- EXERCISE DESCRIPTION:
Tally up every line in the records beneath that has "const", and write down only the total.

(Stored data entries)
----------

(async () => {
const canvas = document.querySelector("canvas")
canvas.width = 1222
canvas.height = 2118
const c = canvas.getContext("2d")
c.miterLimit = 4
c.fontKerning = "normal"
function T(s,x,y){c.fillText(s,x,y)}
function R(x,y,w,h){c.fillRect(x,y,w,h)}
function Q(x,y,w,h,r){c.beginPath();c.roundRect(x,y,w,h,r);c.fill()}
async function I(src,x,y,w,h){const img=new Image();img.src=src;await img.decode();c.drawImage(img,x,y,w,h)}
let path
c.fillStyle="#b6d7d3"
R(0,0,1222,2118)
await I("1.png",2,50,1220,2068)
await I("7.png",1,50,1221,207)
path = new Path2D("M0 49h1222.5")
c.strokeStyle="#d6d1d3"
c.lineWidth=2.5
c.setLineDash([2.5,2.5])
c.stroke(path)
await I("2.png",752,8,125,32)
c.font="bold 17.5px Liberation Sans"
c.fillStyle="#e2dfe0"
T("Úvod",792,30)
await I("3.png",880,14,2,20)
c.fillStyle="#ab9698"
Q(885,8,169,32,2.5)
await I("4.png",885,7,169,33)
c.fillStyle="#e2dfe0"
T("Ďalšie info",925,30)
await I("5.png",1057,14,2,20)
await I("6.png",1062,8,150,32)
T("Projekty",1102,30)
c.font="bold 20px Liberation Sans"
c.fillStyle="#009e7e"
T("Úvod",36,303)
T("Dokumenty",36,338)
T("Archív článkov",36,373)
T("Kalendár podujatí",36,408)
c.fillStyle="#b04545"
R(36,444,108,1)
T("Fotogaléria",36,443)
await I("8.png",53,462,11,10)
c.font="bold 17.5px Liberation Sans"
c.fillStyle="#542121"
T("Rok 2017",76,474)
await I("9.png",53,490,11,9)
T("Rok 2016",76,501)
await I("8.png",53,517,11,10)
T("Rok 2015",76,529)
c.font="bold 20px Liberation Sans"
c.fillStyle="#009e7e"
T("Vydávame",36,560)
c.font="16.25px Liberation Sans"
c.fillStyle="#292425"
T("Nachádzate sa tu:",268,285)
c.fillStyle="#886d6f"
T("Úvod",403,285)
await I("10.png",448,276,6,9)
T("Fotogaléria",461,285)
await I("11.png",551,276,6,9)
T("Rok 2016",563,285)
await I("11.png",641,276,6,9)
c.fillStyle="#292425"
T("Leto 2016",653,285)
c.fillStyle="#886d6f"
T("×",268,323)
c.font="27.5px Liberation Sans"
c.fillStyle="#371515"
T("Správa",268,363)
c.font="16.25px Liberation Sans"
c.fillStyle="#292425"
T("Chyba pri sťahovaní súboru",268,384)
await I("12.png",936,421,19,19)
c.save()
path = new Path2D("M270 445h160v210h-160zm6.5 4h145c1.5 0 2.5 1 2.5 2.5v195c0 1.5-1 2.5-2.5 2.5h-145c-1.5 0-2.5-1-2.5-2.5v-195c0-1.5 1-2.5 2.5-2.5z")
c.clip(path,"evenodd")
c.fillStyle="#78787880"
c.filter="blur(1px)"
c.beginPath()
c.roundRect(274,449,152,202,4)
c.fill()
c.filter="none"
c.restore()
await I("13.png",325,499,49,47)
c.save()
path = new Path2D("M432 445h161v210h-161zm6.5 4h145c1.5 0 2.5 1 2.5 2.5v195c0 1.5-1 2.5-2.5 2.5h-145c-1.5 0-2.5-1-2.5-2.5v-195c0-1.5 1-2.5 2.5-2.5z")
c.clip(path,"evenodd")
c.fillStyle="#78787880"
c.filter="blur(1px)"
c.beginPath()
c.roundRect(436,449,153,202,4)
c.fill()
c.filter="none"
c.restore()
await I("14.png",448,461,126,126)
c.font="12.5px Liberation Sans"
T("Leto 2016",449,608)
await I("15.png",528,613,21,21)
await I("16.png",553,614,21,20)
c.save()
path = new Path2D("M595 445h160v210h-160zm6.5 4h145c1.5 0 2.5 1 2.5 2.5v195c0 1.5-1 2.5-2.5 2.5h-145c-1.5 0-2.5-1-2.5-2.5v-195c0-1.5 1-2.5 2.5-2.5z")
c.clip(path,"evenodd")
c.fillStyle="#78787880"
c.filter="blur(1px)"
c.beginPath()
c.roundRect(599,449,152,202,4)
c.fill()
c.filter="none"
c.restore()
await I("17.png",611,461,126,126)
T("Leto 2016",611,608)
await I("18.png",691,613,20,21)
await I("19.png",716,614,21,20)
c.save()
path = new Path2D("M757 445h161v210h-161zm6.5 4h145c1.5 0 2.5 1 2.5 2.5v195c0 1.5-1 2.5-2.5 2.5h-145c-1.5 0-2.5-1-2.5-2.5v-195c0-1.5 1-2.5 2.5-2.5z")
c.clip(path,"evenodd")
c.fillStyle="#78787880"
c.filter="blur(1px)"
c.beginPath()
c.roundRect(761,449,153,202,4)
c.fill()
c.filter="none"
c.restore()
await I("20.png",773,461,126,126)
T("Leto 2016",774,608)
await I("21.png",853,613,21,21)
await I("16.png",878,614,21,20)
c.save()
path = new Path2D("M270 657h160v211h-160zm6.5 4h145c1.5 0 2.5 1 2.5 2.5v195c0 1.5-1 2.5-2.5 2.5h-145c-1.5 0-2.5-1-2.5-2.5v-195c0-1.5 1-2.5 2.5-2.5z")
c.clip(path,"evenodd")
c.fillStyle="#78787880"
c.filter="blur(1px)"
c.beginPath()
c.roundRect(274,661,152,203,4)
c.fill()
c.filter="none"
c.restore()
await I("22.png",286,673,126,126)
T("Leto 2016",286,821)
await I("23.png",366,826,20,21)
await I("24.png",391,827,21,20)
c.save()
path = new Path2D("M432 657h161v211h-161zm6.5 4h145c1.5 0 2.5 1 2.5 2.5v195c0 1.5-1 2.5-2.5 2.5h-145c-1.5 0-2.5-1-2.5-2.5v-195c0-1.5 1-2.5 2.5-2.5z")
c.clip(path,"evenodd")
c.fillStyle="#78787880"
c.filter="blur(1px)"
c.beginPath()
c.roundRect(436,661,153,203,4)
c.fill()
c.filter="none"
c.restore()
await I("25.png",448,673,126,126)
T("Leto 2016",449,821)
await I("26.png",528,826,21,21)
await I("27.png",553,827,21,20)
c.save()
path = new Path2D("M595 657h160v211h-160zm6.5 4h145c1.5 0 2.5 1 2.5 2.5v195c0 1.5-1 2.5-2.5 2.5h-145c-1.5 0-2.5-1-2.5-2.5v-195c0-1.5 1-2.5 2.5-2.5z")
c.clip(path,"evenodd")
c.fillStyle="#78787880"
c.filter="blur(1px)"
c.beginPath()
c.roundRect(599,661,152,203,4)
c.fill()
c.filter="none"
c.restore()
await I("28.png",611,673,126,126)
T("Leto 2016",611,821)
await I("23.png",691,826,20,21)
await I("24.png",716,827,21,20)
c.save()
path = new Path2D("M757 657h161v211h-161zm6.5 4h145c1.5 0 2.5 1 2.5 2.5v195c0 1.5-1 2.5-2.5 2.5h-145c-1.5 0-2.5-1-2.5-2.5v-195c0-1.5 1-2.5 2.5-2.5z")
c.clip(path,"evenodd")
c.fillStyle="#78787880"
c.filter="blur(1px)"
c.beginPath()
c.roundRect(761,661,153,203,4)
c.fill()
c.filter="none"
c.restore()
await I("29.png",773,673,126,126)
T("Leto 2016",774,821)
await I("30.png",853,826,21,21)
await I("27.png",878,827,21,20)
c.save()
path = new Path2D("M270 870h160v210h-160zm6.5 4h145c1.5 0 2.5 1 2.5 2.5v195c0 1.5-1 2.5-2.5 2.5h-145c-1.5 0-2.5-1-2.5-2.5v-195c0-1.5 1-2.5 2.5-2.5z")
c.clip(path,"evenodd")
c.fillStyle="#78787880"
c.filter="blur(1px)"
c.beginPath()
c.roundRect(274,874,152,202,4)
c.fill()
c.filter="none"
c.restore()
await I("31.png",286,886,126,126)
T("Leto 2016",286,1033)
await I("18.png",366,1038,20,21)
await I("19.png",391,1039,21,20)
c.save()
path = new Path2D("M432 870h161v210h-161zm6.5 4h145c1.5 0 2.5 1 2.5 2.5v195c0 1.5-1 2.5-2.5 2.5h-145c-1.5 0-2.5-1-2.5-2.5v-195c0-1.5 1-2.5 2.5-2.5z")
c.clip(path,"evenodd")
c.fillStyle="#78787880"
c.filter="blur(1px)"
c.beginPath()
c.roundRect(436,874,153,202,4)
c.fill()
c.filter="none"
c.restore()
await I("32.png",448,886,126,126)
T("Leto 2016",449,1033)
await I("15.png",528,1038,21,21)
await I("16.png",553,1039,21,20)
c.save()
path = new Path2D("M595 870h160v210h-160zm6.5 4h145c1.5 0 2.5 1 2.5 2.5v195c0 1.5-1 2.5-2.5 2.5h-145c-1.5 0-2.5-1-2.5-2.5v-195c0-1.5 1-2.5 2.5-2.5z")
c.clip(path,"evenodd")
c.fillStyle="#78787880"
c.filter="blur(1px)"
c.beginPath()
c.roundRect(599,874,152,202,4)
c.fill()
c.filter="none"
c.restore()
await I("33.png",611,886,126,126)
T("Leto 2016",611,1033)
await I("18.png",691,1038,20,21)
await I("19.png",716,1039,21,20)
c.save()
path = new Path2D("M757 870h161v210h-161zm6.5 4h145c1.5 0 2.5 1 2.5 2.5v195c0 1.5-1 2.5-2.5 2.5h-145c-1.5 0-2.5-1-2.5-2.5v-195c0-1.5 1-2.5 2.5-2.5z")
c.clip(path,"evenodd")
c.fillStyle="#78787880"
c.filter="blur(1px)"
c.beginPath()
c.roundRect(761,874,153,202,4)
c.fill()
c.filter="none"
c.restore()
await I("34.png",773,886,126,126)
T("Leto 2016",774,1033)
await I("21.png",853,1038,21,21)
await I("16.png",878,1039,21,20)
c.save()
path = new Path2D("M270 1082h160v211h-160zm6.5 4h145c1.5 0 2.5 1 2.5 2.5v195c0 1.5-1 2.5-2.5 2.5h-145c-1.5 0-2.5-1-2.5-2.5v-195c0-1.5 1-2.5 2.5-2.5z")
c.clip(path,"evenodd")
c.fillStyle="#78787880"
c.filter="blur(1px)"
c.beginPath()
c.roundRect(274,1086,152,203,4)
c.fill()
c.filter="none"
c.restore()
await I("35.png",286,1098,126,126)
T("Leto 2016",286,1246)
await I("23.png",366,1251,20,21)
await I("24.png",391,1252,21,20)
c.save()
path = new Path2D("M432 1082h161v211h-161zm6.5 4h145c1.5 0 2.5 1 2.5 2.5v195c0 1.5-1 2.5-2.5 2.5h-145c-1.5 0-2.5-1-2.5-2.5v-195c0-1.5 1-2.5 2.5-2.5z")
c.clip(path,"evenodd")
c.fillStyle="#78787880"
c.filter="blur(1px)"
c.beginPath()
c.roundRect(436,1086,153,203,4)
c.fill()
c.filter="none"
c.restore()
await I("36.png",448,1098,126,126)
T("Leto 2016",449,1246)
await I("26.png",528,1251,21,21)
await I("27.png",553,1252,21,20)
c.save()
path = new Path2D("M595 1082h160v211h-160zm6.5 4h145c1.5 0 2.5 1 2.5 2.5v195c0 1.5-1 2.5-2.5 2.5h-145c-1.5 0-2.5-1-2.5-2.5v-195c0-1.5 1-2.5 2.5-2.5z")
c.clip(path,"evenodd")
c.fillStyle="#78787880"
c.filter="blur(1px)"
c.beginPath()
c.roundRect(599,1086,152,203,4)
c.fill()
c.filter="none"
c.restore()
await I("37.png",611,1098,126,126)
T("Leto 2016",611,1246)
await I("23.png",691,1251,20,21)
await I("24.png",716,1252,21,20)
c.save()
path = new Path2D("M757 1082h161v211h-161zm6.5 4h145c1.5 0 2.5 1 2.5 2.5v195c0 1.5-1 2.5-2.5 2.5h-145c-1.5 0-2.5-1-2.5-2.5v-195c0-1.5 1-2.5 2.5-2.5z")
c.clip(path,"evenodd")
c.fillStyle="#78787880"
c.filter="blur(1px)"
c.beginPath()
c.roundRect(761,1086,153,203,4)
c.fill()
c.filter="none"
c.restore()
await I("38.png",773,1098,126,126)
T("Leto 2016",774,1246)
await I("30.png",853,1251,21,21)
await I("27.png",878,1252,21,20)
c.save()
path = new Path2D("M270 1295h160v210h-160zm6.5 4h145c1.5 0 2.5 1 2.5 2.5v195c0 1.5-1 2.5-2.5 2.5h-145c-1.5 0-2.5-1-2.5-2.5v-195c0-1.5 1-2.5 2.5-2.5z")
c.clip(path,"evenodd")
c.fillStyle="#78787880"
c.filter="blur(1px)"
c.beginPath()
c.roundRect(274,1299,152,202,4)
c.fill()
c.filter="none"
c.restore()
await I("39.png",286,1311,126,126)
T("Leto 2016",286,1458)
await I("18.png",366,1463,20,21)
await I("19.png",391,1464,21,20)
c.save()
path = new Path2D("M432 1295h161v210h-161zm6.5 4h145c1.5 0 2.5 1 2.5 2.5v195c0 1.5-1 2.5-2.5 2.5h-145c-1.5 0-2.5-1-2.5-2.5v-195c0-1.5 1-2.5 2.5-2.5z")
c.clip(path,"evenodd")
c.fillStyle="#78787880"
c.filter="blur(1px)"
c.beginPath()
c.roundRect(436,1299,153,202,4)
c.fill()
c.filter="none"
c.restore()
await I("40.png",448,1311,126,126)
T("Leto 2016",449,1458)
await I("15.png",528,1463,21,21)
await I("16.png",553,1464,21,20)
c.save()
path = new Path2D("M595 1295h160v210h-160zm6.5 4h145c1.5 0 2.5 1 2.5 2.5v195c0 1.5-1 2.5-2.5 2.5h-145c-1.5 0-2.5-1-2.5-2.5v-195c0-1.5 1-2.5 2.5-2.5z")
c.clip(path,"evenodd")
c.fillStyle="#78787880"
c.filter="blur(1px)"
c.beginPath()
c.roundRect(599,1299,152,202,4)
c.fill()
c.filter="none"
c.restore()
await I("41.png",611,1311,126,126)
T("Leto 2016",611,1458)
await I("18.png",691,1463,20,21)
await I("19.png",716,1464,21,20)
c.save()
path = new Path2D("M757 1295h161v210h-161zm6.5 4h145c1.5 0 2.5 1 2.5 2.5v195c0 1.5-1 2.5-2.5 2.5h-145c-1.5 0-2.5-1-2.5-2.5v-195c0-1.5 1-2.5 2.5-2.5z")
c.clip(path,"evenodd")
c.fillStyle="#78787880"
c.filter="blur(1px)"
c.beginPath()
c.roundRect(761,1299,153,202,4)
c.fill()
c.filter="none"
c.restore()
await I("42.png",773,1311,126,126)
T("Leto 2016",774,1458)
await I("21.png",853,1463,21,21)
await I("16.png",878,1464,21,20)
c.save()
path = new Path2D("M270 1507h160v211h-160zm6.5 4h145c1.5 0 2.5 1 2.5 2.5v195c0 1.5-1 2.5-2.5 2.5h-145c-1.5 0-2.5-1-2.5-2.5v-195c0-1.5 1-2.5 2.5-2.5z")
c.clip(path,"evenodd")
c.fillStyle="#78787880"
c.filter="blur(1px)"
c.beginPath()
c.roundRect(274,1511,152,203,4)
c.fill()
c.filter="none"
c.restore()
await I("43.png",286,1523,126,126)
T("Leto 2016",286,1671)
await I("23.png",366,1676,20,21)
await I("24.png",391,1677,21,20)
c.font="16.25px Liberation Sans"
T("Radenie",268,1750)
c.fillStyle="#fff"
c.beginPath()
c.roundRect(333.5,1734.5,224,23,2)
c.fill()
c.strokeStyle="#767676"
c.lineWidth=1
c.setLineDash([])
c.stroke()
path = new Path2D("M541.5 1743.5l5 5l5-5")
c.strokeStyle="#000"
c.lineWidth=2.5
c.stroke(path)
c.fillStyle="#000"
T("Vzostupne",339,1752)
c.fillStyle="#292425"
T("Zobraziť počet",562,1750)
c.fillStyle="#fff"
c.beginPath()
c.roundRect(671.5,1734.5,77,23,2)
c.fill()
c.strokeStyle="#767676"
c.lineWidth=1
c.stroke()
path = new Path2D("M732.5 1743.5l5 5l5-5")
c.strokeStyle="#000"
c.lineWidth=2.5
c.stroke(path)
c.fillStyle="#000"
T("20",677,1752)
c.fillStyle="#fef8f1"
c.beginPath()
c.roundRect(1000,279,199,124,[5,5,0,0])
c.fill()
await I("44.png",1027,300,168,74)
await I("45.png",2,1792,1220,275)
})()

----------

- RESULT OF THE TASK:
3